▶ [Your task] Each line of the records that includes "middle" should be found and copied.

(Human pose images with coordinates)
###

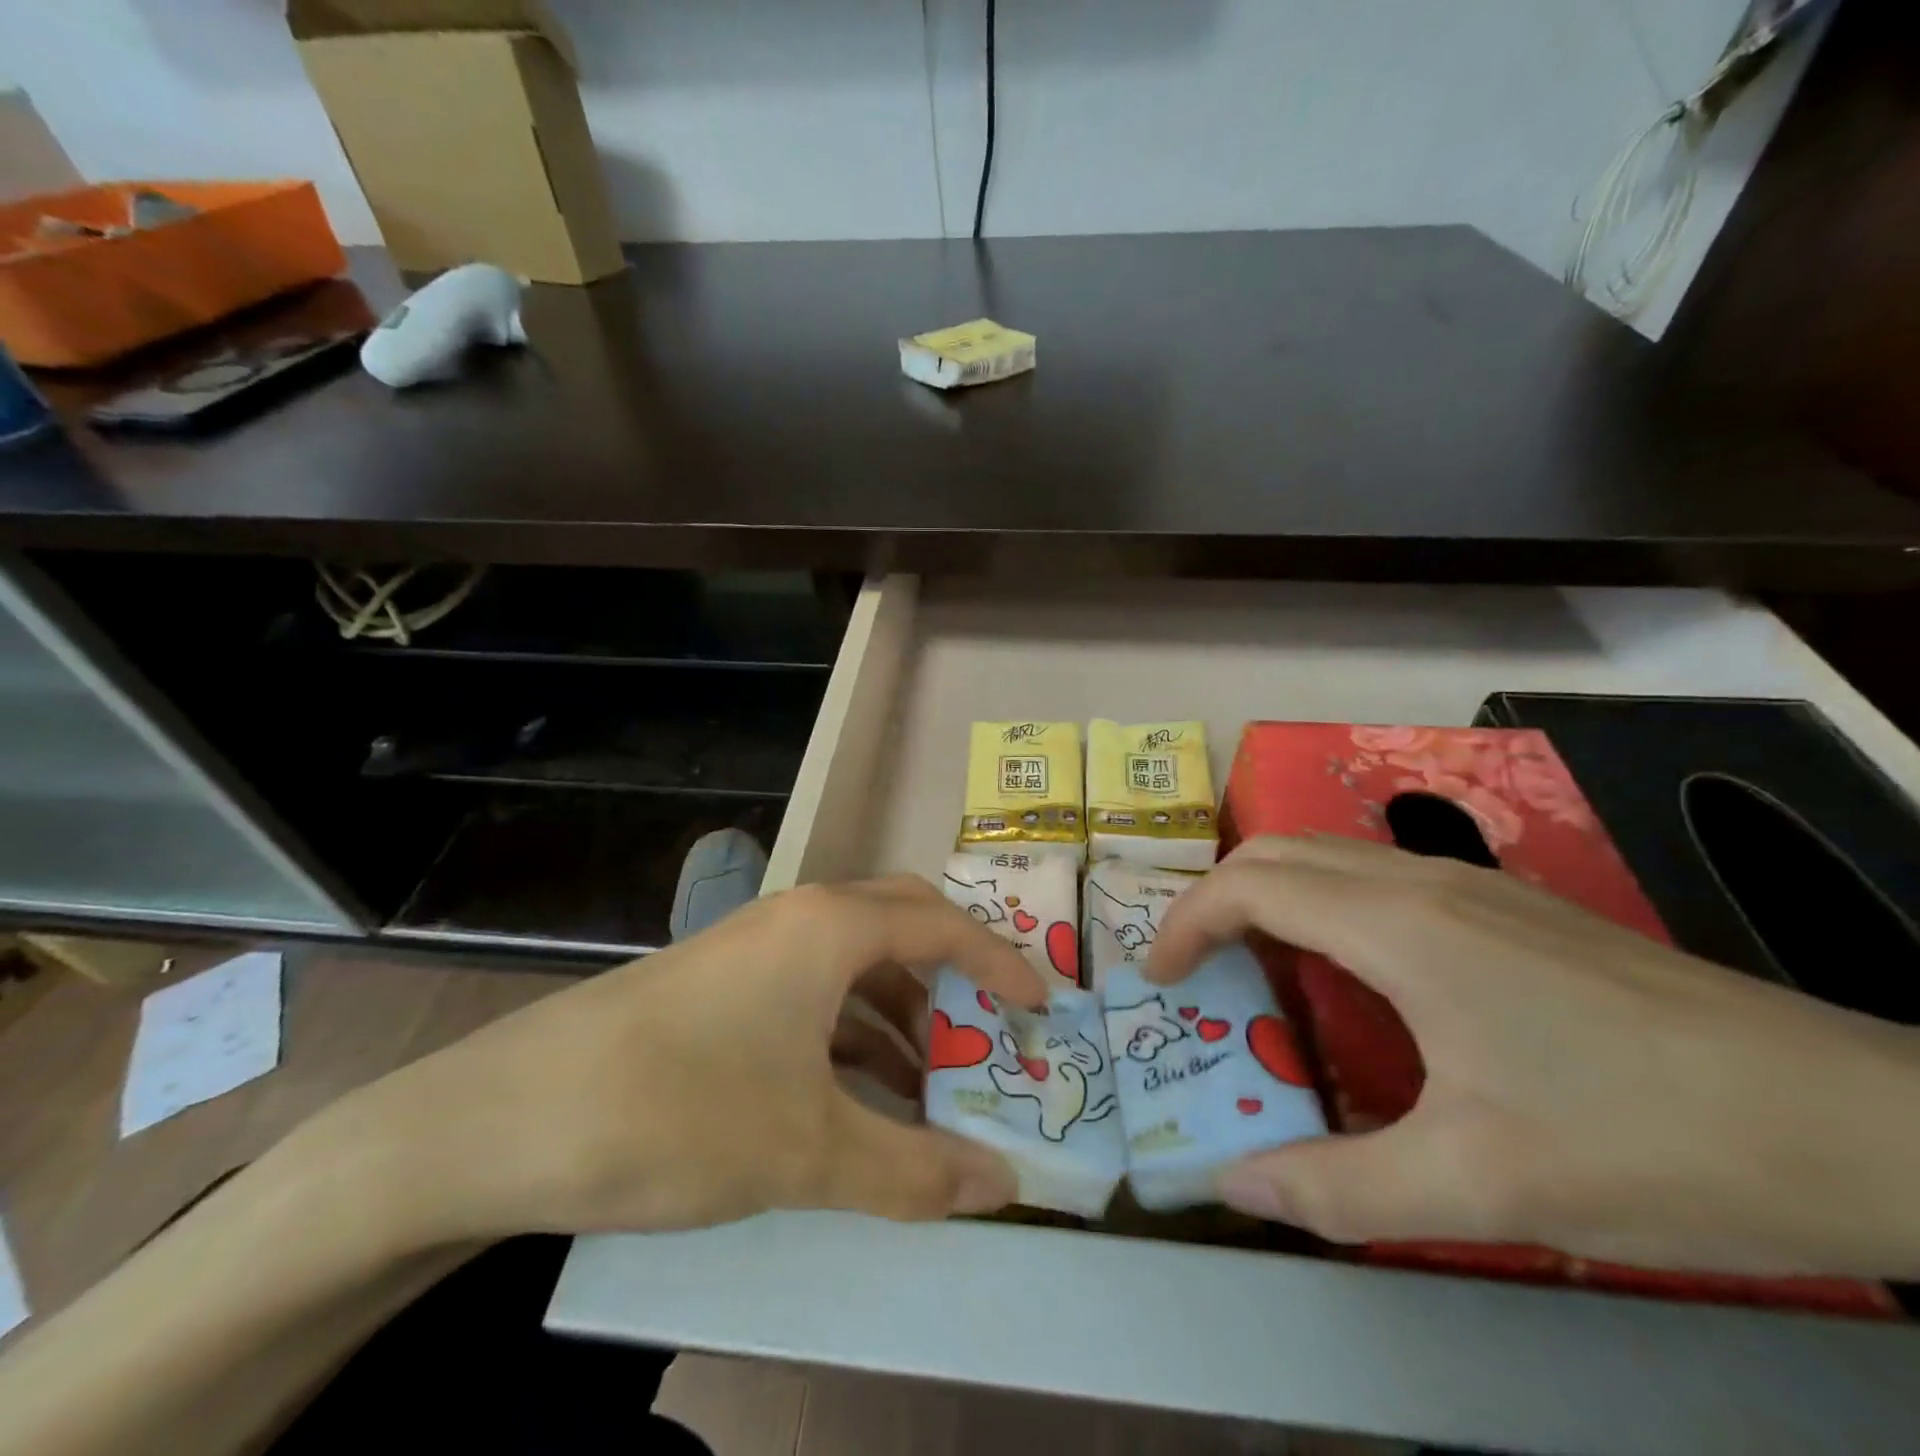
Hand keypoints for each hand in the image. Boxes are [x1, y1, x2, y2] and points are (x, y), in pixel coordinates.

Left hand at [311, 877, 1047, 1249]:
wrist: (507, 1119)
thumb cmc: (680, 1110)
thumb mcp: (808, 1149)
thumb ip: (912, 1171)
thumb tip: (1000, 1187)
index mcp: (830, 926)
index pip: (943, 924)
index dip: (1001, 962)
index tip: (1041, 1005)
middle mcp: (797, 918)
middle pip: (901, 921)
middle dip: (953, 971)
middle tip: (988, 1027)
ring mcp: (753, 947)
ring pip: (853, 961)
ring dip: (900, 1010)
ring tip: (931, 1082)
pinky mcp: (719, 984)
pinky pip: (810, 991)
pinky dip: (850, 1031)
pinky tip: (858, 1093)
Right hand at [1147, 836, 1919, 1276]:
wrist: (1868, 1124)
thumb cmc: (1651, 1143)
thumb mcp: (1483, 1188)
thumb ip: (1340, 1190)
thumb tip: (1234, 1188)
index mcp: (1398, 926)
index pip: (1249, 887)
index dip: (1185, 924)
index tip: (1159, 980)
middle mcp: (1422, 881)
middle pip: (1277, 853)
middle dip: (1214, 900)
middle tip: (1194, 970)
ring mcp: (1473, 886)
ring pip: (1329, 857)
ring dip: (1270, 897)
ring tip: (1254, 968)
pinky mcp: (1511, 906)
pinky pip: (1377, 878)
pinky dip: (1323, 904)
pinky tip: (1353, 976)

###

▶ [Reply to the task]
middle mcp: (797, 918)
middle pip: (901, 921)
middle dip: (953, 971)
middle tip: (988, 1027)
middle mcp: (1422, 881)
middle pip: (1277, 853)
middle dip: (1214, 900)
middle tip: (1194, 970)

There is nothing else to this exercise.